Moro condena Cabral a 14 anos de prisão


    O ex-governador do Rio, Sérgio Cabral, foi condenado pelo juiz Sérgio Moro em uma ação da Lava Jato a 14 anos e 2 meses de prisão por corrupção passiva e lavagem de dinheiro. A mulher dele, Adriana Ancelmo, foi absolvida por falta de prova suficiente de autoria ou participação. A ré Mônica Carvalho também foi absolvida pelo mesmo processo. 

       De acordo com a força-tarefa da Lava Jato, os investigados tiveram envolvimento no pagamento de vantagens indevidas a partir do contrato da Petrobras com o Consórcio Terraplanagem Comperj, formado pelas empresas Andrade Gutierrez, Odebrecht e Queiroz Galvão. A denúncia apresentada pelo Ministério Público Federal (MPF) foi aceita em dezembro do ano passado. 
    Veja os réus condenados e os respectivos crimes Sérgio Cabral – ex-governador do Rio de Janeiro: corrupção passiva, 12 crimes de lavagem de dinheiro Wilson Carlos Cordeiro de Silva Carvalho – secretário do governo do Rio de Janeiro durante a gestão de Cabral – corrupção passiva e dois crimes de lavagem de dinheiro Carlos Emanuel de Carvalho Miranda – sócio do ex-governador Sérgio Cabral – corrupção passiva e quatro crimes de lavagem de dinheiro Rogério Nora e Clóvis Peixoto também foram denunciados pelo MPF e se tornaram réus nesta mesma ação penal pelo crime de corrupção ativa. Entretanto, em janeiro de 2017, o MPF requereu a suspensão do processo em relação aos dois, devido ao acordo de colaboração premiada firmado com eles.    

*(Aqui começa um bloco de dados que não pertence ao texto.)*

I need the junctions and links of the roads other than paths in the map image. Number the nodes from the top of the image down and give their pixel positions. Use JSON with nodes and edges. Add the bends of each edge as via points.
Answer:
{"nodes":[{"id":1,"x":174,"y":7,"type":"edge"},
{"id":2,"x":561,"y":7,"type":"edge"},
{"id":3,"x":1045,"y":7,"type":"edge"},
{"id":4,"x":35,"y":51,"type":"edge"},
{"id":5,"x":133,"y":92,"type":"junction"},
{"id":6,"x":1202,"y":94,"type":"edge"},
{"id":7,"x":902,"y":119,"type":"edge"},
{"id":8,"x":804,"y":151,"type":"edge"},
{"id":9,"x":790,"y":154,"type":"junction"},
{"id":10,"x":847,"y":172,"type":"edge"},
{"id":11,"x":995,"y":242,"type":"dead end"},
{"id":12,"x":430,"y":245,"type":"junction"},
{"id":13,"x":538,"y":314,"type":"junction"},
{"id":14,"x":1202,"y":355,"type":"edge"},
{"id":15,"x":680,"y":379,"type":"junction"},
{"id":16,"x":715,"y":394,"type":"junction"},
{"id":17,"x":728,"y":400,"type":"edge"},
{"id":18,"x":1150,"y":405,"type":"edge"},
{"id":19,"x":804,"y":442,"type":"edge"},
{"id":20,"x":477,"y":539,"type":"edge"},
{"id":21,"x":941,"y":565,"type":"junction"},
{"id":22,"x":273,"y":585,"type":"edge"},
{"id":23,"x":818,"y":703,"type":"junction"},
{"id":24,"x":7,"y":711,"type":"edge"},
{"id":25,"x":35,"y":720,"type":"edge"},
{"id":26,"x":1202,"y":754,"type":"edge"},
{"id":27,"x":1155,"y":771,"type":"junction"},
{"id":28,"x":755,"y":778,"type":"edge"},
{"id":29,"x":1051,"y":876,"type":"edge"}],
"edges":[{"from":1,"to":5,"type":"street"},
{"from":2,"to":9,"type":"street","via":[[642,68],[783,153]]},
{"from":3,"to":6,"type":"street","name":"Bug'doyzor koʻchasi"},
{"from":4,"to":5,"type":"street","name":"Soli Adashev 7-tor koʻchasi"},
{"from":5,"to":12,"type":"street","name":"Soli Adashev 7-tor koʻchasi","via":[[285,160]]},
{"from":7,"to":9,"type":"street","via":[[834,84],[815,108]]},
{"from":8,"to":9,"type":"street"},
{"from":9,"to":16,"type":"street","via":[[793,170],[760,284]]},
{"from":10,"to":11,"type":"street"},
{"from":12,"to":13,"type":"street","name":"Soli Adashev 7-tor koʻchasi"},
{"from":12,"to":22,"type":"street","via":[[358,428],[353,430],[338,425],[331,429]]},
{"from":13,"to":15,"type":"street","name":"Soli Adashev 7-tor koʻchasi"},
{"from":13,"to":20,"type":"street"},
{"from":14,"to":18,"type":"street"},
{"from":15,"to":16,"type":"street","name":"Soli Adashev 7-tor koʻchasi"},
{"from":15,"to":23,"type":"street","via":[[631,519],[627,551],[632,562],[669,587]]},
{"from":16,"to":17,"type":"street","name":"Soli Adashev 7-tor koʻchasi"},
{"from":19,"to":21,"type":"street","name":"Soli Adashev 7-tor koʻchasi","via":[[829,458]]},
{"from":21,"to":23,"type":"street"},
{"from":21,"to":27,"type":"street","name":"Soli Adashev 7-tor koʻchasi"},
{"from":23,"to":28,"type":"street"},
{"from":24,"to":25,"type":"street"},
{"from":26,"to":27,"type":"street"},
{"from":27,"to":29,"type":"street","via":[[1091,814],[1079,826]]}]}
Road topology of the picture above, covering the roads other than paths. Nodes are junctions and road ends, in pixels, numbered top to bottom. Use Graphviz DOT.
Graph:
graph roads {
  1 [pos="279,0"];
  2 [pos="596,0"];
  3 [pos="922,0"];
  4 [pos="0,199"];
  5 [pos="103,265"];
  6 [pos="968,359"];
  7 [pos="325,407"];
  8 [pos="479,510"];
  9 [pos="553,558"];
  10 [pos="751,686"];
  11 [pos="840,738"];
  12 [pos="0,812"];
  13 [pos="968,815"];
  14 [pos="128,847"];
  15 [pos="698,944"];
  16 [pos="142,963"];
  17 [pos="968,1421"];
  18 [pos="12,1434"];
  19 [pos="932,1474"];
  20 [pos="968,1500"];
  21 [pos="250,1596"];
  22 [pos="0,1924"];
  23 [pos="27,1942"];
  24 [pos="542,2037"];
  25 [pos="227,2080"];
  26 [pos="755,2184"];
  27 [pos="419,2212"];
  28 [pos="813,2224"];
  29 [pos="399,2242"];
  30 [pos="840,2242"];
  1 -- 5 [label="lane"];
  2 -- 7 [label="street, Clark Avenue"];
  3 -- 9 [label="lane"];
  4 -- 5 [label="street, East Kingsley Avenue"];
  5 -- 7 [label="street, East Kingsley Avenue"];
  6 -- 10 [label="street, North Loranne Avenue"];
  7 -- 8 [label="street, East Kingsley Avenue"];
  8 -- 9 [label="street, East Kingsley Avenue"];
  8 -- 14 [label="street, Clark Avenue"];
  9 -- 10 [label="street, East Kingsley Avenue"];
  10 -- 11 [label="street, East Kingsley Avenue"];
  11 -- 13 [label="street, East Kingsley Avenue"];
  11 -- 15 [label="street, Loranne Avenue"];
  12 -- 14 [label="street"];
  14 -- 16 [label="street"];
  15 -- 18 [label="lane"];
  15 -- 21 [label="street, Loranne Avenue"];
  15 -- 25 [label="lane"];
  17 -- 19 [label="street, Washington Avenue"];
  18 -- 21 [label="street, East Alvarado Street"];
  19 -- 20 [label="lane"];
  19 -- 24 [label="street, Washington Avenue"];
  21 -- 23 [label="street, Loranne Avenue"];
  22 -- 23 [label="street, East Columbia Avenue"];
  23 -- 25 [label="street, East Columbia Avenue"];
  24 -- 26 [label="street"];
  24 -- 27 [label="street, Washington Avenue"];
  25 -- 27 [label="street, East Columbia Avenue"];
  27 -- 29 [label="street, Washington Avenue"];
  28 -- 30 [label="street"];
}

     “Considerando a dimensão dos crimes e especialmente a capacidade econômica de Sérgio Cabral ilustrada pelo patrimônio declarado de quase R$ 3 milhões e, que considerando o examinado nesta sentença, certamente é maior, fixo o dia multa em cinco salários mínimos vigentes ao tempo do último fato delitivo (05/2014)”, disse Sérgio Moro sobre a multa destinada a Cabral. Caso haja recurso, Cabral deve responder preso, de acordo com a sentença de Sérgio Moro.